Thus, the following detailed description of the embodiments of the present invention, presented in the accompanying drawings, is not intended to limit the scope of the invention, as claimed, but is merely representative of selected embodiments of the invention. Based on the embodiment of the present invention, all other embodiments obtained by the person skilled in the art without creative work belong to the protection scope of the present invention.

It is noted that relational terms such as "first" and "second," and the like, may be used solely to distinguish one entity or action from another entity or action without necessarily requiring or implying any actual such relationship or order between such entities or actions.

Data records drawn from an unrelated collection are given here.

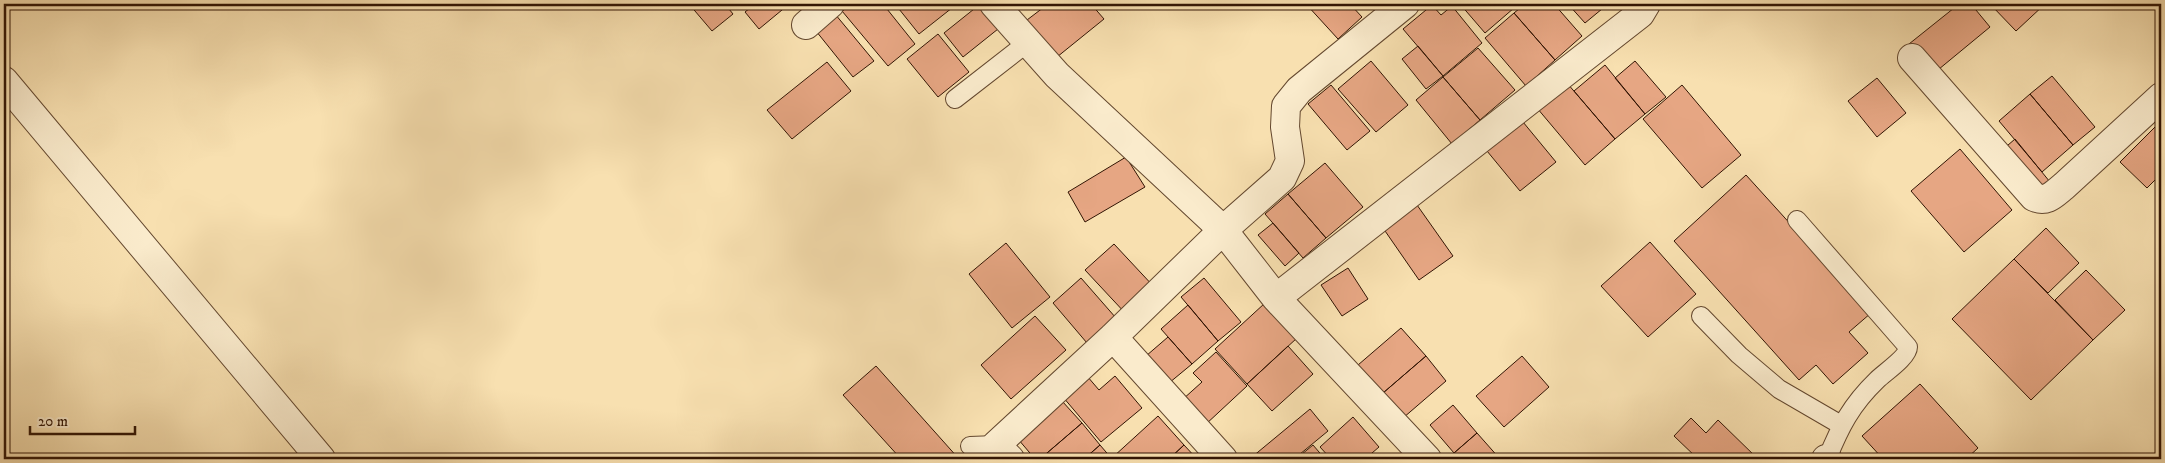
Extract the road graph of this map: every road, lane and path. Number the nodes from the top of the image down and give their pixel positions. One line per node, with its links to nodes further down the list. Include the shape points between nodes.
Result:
1 (830, 4): 5 (street)
2 (994, 4): 6 (street)
3 (1405, 4): 12 (street, via 1311,78 1286,106 1285,127 1290,161 1282,178)
4 (1646, 4): 13 (street, via 1640,14)
5 (806, 25)
6 (1027, 43): 10 (lane); 12 (street)
7 (1912, 58): 9 (street, via 2034,197 2041,200 2064,186)
8 (4, 81): 18 (street)
9 (2161, 97)
10 (955, 99)
11 (1797, 220): 16 (lane, via 1908,347 1906,354 1876,382)
12 (1223, 230): 13 (street); 15 (street)
13 (1276, 298): 20 (street)
14 (1701, 316): 16 (lane, via 1739,355 1779,389)
15 (1113, 337): 17 (street); 19 (street)
16 (1841, 425): 21 (lane)
17 (992, 450)
18 (321, 459)
19 (1223, 459)
20 (1427, 459)
21 (1827, 459)

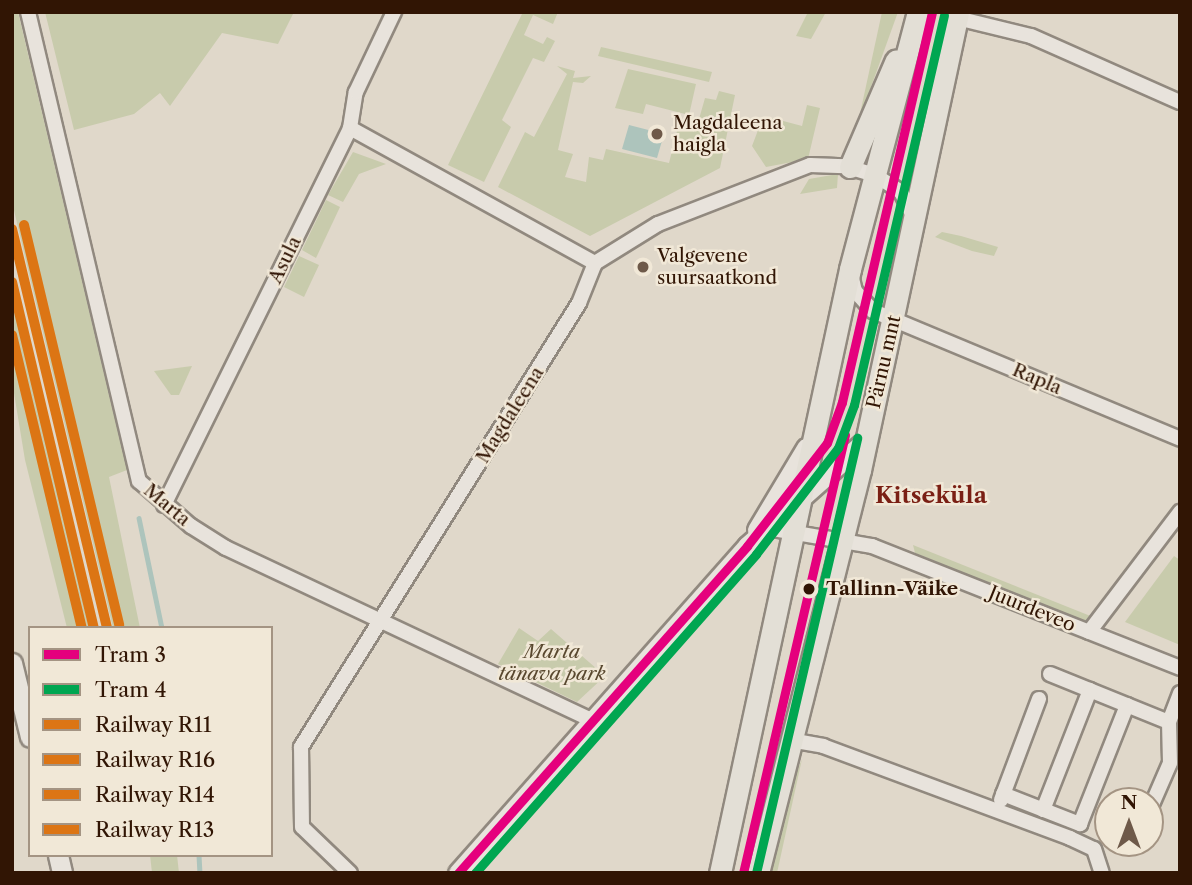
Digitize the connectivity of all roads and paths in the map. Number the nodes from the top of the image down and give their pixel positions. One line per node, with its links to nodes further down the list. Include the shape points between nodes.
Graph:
1 (28, 12): 19 (street, Marta, via 136,476)
2 (394, 12): 8 (street, Asula, via 356,92)
3 (918, 12): 6 (main road)
4 (958, 15): 5 (street); 11 (main road, Pärnu mnt)
5 (992, 18): 7 (street)
6 (912, 35): 9 (main road, via 888,73); 10 (main road)
7 (1180, 102)
8 (350, 128): 12 (street); 19 (street, Asula)
9 (850, 167): 10 (street); 12 (street, via 810,165 753,183 658,224)
10 (875, 175): 11 (street, via 901,192); 13 (main road)
11 (914, 217): 14 (main road, Pärnu mnt)
12 (594, 263): 25 (street, Magdaleena, via 579,303)
13 (850, 269): 14 (street, Rapla, via 865,304); 15 (main road)
14 (894, 320): 16 (street, Rapla); 17 (main road, Pärnu mnt)
15 (817, 426): 18 (main road); 24 (street)
16 (1180, 439)
17 (866, 440): 18 (street); 23 (main road, Pärnu mnt)
18 (804, 500): 21 (street); 22 (main road)
19 (164, 505): 25 (street, Marta, via 226,548)
20 (1180, 512): 26 (street)
21 (767, 527): 22 (street, Juurdeveo); 24 (street)
22 (798, 530): 23 (street, Juurdeveo); 45 (main road)
23 (844, 538): 26 (street, Juurdeveo); 38 (main road, Pärnu mnt)
24 (747, 546): 35 (street)
25 (383, 621): 35 (street, Marta); 43 (street, Magdaleena, via 301,747 302,827)
26 (1089, 632): 28 (street, Juurdeveo)
27 (12, 663): 30 (street)
28 (1180, 668)
29 (1050, 674): 31 (street)
30 (15, 688): 36 (street)
31 (1090, 690): 34 (street); 41 (street)
32 (1180, 693): 37 (street)
33 (1039, 699): 40 (street)
34 (1127, 705): 37 (street); 41 (street, via 1080,824)
35 (592, 720): 44 (street)
36 (28, 730)
37 (1173, 732): 39 (street, via 1170,763)
38 (790, 740): 42 (street, via 823,746); 46 (main road, Pärnu mnt)
39 (1160, 787)
40 (1003, 794): 41 (street); 42 (street)
41 (1043, 810)
42 (997, 812): 47 (street, via 1094,849)
43 (350, 873)
44 (458, 873)
45 (720, 873)
46 (758, 873)
47 (1102, 873)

Also, the terms "comprises," "comprising," or any other variation thereof, are intended to cover a non-exclusive inclusion, such that a process, method, article, or apparatus that comprises a list of elements does not include only those elements but may include other elements not expressly listed or inherent to such process, method, article, or apparatus. Without further limitation, an element defined by the phrase "comprising an … …" does not exclude the presence of other identical elements in a process, method, article, or apparatus that comprises the element.

The features and properties of the present invention are described in further detail below with reference to examples.

The utility model discloses a concrete embodiment 1 of camber beam for automobile body skeleton:

as shown in fig. 2, the bending beam for a vehicle body frame in the present embodiment is an "Ω" shaped bending beam, and the entire shape of the bending beam is the same as that of the bending beam in the background art. In fact, the "Ω" shaped camber beam in the present embodiment is a cowl top cross beam on the vehicle body frame. The material of the section bar in this embodiment is 510L material, and 510L is rolled steel, and is the rectangular pipe, and the wall thickness is 3.0mm, and wherein, the cross-section of section bar is the rectangle, and the length and the width of rectangle all are between 20mm-50mm, including 20mm and 50mm two extreme points.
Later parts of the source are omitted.